--- START ---

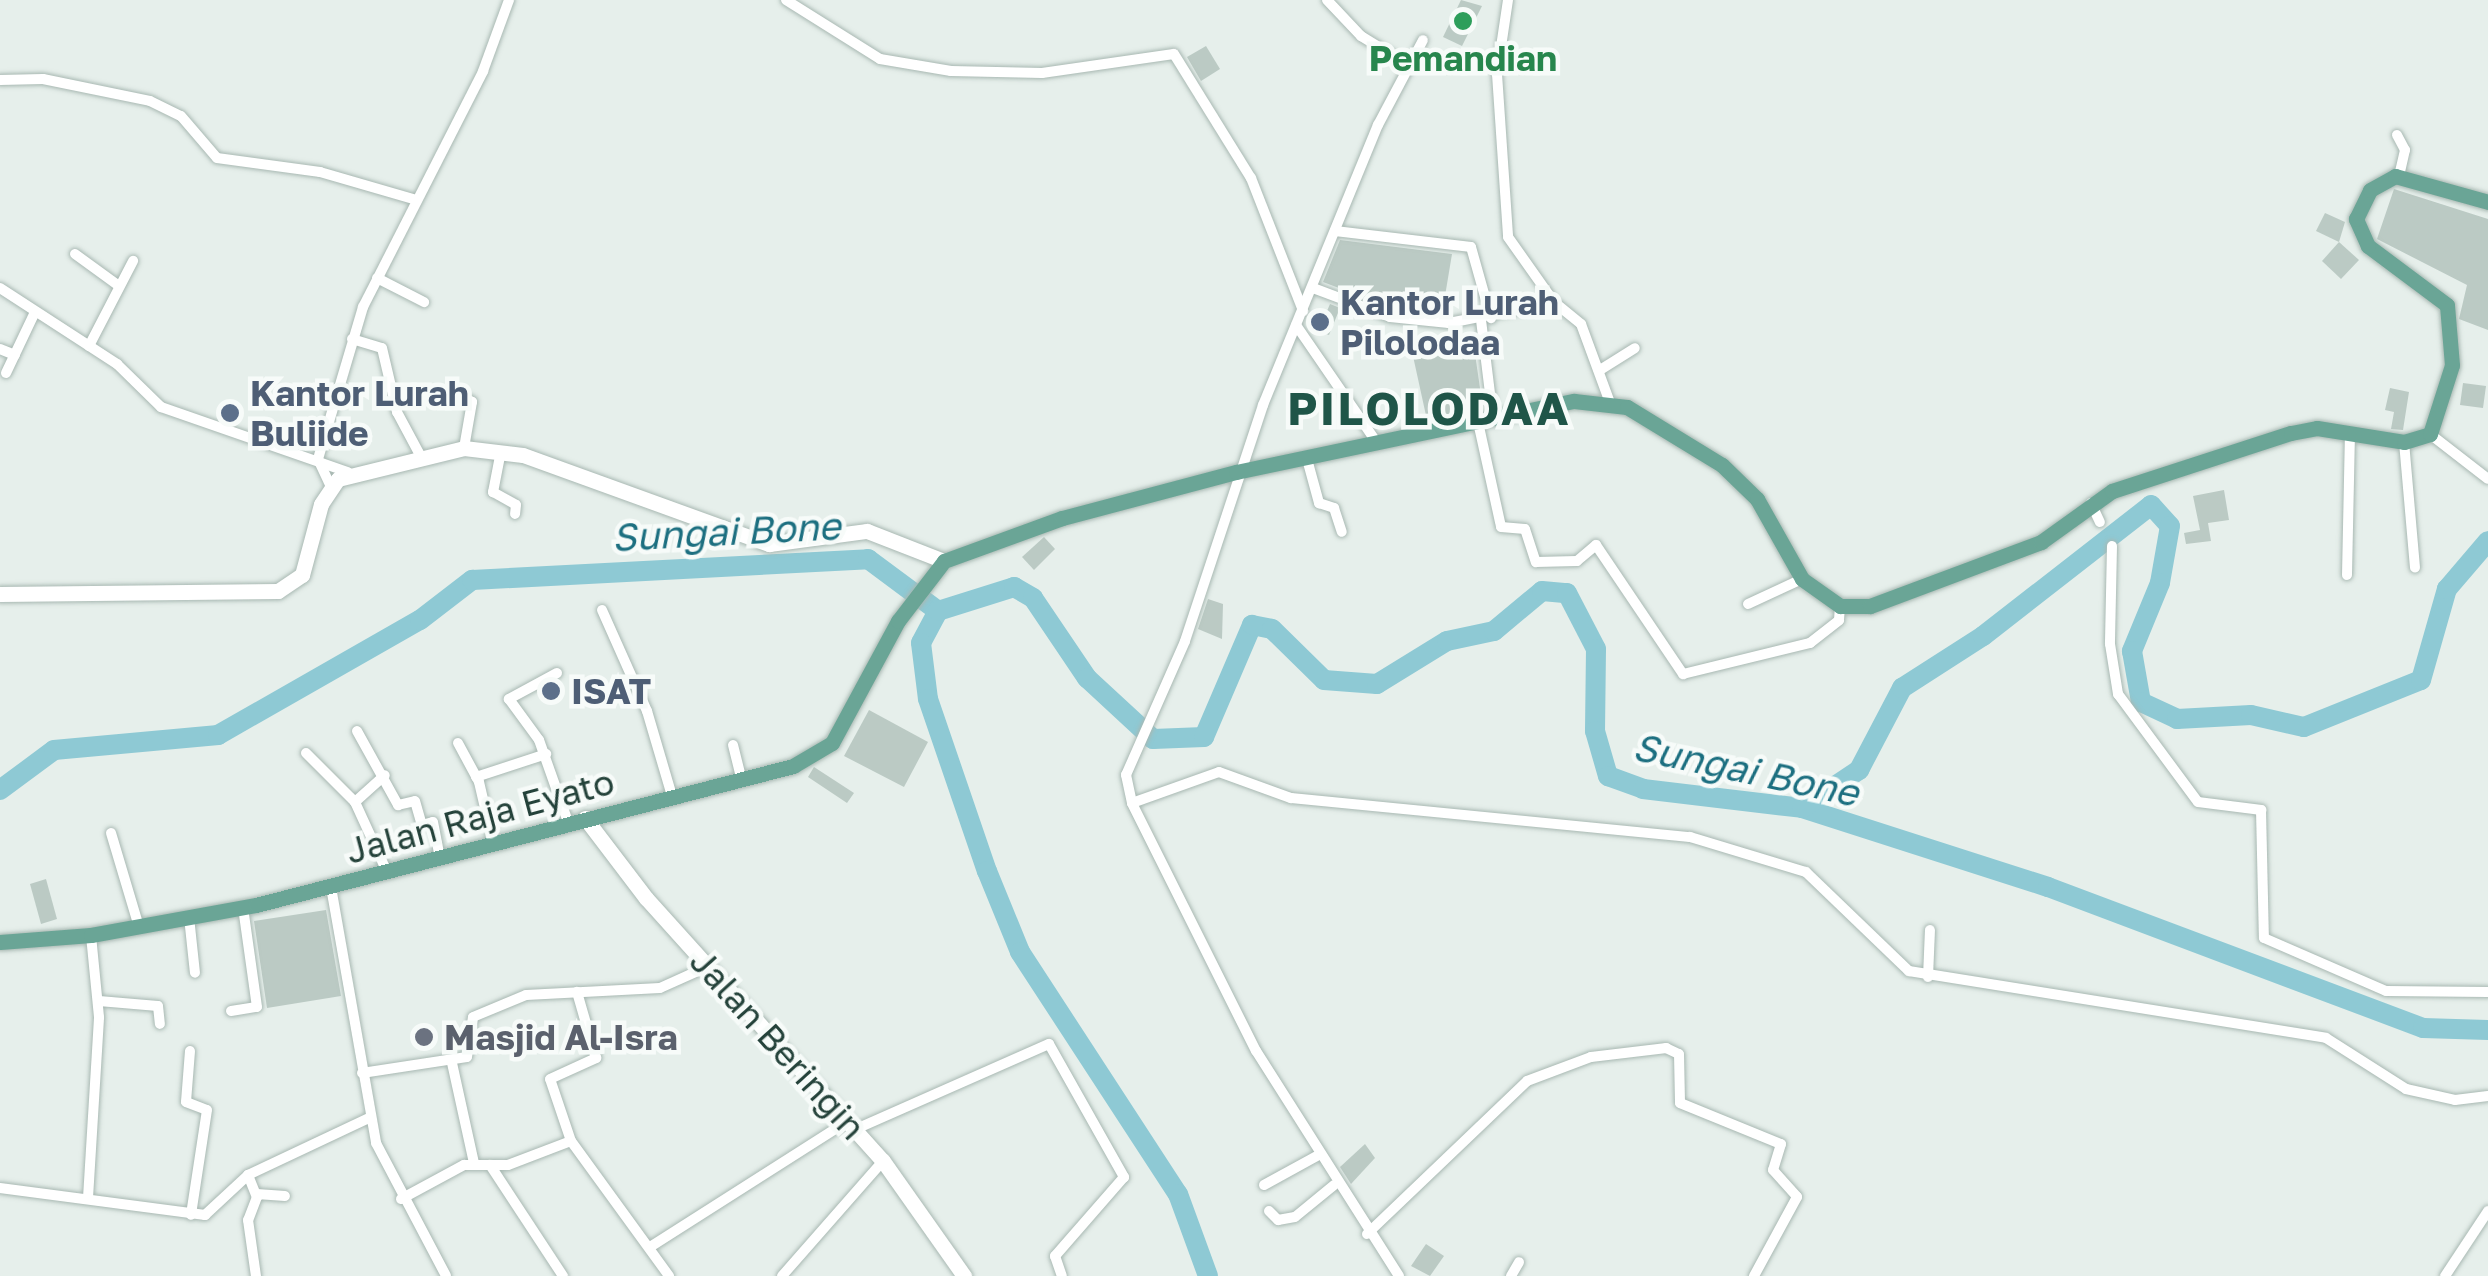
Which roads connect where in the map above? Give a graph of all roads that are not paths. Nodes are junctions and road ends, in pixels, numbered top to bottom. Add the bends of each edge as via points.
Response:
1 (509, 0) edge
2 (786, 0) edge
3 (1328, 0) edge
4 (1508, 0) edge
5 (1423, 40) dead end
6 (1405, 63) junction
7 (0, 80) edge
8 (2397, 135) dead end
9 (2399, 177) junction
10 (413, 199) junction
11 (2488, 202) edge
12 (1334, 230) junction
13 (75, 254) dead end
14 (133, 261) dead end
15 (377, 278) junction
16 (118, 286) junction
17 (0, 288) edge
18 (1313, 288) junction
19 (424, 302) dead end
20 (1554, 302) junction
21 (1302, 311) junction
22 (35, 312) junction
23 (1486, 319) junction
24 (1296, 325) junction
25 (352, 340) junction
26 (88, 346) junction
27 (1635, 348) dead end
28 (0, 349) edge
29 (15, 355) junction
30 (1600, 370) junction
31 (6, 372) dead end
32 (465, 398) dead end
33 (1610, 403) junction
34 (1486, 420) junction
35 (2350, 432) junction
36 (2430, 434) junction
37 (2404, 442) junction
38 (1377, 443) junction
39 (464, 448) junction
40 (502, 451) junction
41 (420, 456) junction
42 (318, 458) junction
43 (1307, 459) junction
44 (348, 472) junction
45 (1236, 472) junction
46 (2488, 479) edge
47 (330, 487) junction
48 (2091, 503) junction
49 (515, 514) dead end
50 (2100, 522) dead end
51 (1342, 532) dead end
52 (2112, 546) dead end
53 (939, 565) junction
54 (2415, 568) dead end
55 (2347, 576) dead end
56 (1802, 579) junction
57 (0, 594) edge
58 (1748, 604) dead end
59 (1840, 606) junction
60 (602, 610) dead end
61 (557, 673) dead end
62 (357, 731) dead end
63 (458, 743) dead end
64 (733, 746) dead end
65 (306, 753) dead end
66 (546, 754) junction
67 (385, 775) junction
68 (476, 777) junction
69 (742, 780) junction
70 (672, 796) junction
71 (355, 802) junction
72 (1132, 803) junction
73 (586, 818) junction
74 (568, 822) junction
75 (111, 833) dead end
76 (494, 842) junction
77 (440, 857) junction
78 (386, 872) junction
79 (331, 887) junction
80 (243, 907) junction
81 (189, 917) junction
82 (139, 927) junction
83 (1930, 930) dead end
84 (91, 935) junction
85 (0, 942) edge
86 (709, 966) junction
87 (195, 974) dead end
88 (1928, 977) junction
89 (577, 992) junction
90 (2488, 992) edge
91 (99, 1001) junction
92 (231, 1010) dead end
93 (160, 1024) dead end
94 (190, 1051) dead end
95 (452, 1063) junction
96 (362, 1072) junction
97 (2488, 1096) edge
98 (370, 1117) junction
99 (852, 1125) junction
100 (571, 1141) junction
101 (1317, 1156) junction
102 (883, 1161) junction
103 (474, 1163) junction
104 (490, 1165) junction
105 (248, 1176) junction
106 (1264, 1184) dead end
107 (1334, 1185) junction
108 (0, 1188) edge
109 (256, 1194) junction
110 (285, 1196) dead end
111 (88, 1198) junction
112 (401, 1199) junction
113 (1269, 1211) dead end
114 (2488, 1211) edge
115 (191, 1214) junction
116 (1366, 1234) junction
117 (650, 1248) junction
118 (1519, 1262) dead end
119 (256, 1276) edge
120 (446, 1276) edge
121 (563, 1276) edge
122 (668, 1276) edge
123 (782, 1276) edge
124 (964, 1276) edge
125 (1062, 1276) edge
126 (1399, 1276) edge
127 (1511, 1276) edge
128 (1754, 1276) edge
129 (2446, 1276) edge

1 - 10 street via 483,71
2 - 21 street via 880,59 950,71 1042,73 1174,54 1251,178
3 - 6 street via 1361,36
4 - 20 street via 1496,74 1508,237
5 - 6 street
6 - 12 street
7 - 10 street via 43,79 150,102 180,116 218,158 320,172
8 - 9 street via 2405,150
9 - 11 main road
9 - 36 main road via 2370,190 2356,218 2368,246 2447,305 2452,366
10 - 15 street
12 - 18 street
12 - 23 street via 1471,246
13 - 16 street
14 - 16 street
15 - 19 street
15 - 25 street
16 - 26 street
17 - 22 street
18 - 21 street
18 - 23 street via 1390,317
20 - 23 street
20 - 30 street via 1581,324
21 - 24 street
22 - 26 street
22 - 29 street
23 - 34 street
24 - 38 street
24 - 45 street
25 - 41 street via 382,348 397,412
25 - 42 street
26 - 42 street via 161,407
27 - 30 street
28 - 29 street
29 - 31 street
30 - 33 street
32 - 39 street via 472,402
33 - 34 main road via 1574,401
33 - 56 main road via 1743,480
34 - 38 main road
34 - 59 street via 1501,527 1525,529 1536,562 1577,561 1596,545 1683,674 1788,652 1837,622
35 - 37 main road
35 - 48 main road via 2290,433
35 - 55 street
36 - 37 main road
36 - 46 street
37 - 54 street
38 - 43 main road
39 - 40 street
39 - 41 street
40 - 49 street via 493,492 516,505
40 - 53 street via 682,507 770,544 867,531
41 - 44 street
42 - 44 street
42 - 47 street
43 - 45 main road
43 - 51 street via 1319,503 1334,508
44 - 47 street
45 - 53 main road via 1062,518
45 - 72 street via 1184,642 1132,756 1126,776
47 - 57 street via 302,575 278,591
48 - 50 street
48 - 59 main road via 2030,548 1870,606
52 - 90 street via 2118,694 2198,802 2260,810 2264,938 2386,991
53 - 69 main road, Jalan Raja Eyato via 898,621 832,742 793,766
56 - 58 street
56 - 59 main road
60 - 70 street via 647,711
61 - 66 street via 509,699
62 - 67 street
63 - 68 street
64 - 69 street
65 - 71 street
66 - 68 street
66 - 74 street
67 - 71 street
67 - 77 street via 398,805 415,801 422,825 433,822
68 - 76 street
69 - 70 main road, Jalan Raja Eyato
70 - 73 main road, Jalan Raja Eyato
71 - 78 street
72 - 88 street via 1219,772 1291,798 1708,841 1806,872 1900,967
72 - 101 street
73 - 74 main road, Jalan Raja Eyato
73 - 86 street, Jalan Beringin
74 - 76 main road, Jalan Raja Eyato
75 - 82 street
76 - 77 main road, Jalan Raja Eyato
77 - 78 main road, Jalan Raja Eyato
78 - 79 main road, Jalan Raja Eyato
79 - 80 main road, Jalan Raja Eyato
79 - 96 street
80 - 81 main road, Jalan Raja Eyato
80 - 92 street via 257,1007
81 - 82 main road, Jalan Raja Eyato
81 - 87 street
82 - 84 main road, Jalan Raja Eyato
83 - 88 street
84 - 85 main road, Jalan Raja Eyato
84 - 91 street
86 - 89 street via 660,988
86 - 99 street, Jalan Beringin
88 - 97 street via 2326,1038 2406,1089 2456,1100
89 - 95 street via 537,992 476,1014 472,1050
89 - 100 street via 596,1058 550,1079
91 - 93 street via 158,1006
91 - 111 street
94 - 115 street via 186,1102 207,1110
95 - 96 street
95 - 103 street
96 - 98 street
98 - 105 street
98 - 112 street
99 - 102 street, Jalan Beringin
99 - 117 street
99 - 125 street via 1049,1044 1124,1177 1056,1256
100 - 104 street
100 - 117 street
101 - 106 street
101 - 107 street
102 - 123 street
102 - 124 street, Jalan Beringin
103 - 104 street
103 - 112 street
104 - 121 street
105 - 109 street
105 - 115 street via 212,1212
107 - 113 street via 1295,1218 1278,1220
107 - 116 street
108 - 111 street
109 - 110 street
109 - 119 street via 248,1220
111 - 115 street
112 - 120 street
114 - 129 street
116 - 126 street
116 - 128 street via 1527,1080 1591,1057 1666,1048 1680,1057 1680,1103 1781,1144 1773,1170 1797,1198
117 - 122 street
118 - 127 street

--- END ---

◆ Task details
Without the pictures, return each entry exactly as given.

◆ Result for this task
Which roads connect where in the map above? Give a graph of all roads that are not paths. Nodes are junctions and road ends, in pixels, numbered top to bottom. Add the bends of each edge as via points.
Response:
1 (509, 0) edge
2 (786, 0) edge
3 (1328, 0) edge
4 (1508, 0) edge
5 (1423, 40) dead end
6 (1405, 63) junction
7 (0, 80) edge
8 (2397, 135) dead end
9 (2399, 177) junction
10 (413, 199) junction
11 (2488, 202) edge
12 (1334, 230) junction
13 (75, 254) dead end
14 (133, 261) dead end
15 (377, 278) junction
16 (118, 286) junction
17 (0, 288) edge
18 (1313, 288) junction
19 (424, 302) dead end
20 (1554, 302) junction
21 (1302, 311) junction
22 (35, 312) junction
23 (1486, 319) junction
24 (1296, 325) junction
25 (352, 340) junction
26 (88, 346) junction
27 (1635, 348) dead end
28 (0, 349) edge
29 (15, 355) junction
30 (1600, 370) junction
31 (6, 372) dead end
32 (465, 398) dead end
33 (1610, 403) junction
34 (1486, 420) junction
35 (2350, 432) junction
36 (2430, 434) junction
37 (2404, 442) junction
38 (1377, 443) junction
39 (464, 448) junction
40 (502, 451) junction
41 (420, 456) junction
42 (318, 458) junction
43 (1307, 459) junction
44 (348, 472) junction
45 (1236, 472) junction
46 (2488, 479) edge
47 (330, 487) junction
48 (2091, 503) junction
49 (515, 514) dead end
50 (2100, 522) dead end
51 (1342, 532) dead end
52 (2112, 546) dead end
53 (939, 565) junction
54 (2415, 568) dead end
55 (2347, 576) dead end
56 (1802, 579) junction
57 (0, 594) edge
58 (1748, 604) dead end
59 (1840, 606) junction
60 (602, 610) dead end
61 (557, 673) dead end
62 (357, 731) dead end
63 (458, 743) dead end
64 (733, 746) dead end
65 (306, 753) dead end
66 (546, 754) junction
67 (385, 775) junction
68 (476, 777) junction
69 (742, 780) junction
70 (672, 796) junction
71 (355, 802) junction
72 (1132, 803) junction
73 (586, 818) junction
74 (568, 822) junction
75 (111, 833) dead end
76 (494, 842) junction
77 (440, 857) junction
78 (386, 872) junction
79 (331, 887) junction
80 (243, 907) junction
81 (189, 917) junction
82 (139, 927) junction
83 (1930, 930) dead end
84 (91, 935) junction
85 (0, 942) edge
86 (709, 966) junction
87 (195, 974) dead end
88 (1928, 977) junction
89 (577, 992) junction
90 (2488, 992) edge
91 (99, 1001) junction
92 (231, 1010) dead end
93 (160, 1024) dead end
94 (190, 1051) dead end
95 (452, 1063) junction
96 (362, 1072) junction
97 (2488, 1096) edge
98 (370, 1117) junction
99 (852, 1125) junction
100 (571, 1141) junction
101 (1317, 1156) junction
102 (883, 1161) junction
103 (474, 1163) junction
104 (490, 1165) junction
105 (248, 1176) junction
106 (1264, 1184) dead end
107 (1334, 1185) junction
108 (0, 1188) edge
109 (256, 1194) junction
110 (285, 1196) dead end
111 (88, 1198) junction
112 (401, 1199) junction
113 (1269, 1211) dead end
114 (2488, 1211) edge
115 (191, 1214) junction
116 (1366, 1234) junction
117 (650, 1248) junction
118 (1519, 1262) dead end
119 (256, 1276) edge
120 (446, 1276) edge
121 (563, 1276) edge
122 (668, 1276) edge
123 (782, 1276) edge
124 (964, 1276) edge
125 (1062, 1276) edge
126 (1399, 1276) edge
127 (1511, 1276) edge
128 (1754, 1276) edge
129 (2446, 1276) edge

1 - 10 street via 483,71
2 - 21 street via 880,59 950,71 1042,73 1174,54 1251,178
3 - 6 street via 1361,36
4 - 20 street via 1496,74 1508,237
5 - 6 street
6 - 12 street
7 - 10 street via 43,79 150,102 180,116 218,158 320,172
8 - 9 street via 2405,150
9 - 11 main road
9 - 36 main road via 2370,190 2356,218 2368,246 2447,305 2452,366
10 - 15 street
12 - 18 street
12 - 23 street via 1471,246
13 - 16 street
14 - 16 street
15 - 19 street
15 - 25 street
16 - 26 street
17 - 22 street
18 - 21 street
18 - 23 street via 1390,317
20 - 23 street
20 - 30 street via 1581,324
21 - 24 street
22 - 26 street
22 - 29 street
23 - 34 street
24 - 38 street
24 - 45 street
25 - 41 street via 382,348 397,412
25 - 42 street
26 - 42 street via 161,407
27 - 30 street
28 - 29 street
29 - 31 street
30 - 33 street
32 - 39 street via 472,402
33 - 34 main road via 1574,401
33 - 56 main road via 1743,480
34 - 38 main road
34 - 59 street via 1501,527 1525,529 1536,562 1577,561 1596,545 1683,674 1788,652 1837,622
35 - 37 main road
35 - 48 main road via 2290,433
35 - 55 street
36 - 37 main road
36 - 46 street
37 - 54 street
38 - 43 main road
39 - 40 street
39 - 41 street
40 - 49 street via 493,492 516,505
40 - 53 street via 682,507 770,544 867,531
41 - 44 street
42 - 44 street
42 - 47 street
43 - 45 main road
43 - 51 street via 1319,503 1334,508
44 - 47 street
45 - 53 main road via 1062,518
45 - 72 street via 1184,642 1132,756 1126,776
47 - 57 street via 302,575 278,591
48 - 50 street
48 - 59 main road via 2030,548 1870,606
52 - 90 street via 2118,694 2198,802 2260,810 2264,938 2386,991
53 - 69 main road, Jalan Raja Eyato via 898,621 832,742 793,766
56 - 58 street
56 - 59 main road
60 - 70 street via 647,711
61 - 66 street via 509,699
62 - 67 street
63 - 68 street
64 - 69 street
65 - 71 street
66 - 68 street
66 - 74 street
67 - 71 street
67 - 77 street via 398,805 415,801 422,825 433,822
68 - 76 street
69 - 70 main road, Jalan Raja Eyato
70 - 73 main road, Jalan Raja Eyato
71 - 78 street
72 - 88 street via 1219,772 1291,798 1708,841 1806,872 1900,967
72 - 101 street
73 - 74 main road, Jalan Raja Eyato
73 - 86 street, Jalan Beringin
74 - 76 main road, Jalan Raja Eyato
75 - 82 street
76 - 77 main road, Jalan Raja Eyato
77 - 78 main road, Jalan Raja Eyato
78 - 79 main road, Jalan Raja Eyato
79 - 80 main road, Jalan Raja Eyato
79 - 96 street
80 - 81 main road, Jalan Raja Eyato
80 - 92 street via 257,1007
81 - 82 main road, Jalan Raja Eyato
81 - 87 street
82 - 84 main road, Jalan Raja Eyato
83 - 88 street
84 - 85 main road, Jalan Raja Eyato
84 - 91 street
86 - 89 street via 660,988
86 - 99 street, Jalan Beringin
88 - 97 street via 2326,1038 2406,1089 2456,1100
89 - 95 street via 537,992 476,1014 472,1050
89 - 100 street via 596,1058 550,1079
91 - 93 street via 158,1006
91 - 111 street
94 - 115 street via 186,1102 207,1110
95 - 96 street
95 - 103 street
96 - 98 street
98 - 105 street
98 - 112 street
99 - 102 street, Jalan Beringin
99 - 117 street
99 - 125 street via 1049,1044 1124,1177 1056,1256
100 - 104 street
100 - 117 street
101 - 106 street
101 - 107 street
102 - 123 street
102 - 124 street, Jalan Beringin
103 - 104 street
103 - 112 street
104 - 121 street
105 - 109 street
105 - 115 street via 212,1212
107 - 113 street via 1295,1218 1278,1220
107 - 116 street
108 - 111 street
109 - 110 street
109 - 119 street via 248,1220
111 - 115 street
112 - 120 street
114 - 129 street
116 - 126 street
116 - 128 street via 1527,1080 1591,1057 1666,1048 1680,1057 1680,1103 1781,1144 1773,1170 1797,1198
117 - 122 street
118 - 127 street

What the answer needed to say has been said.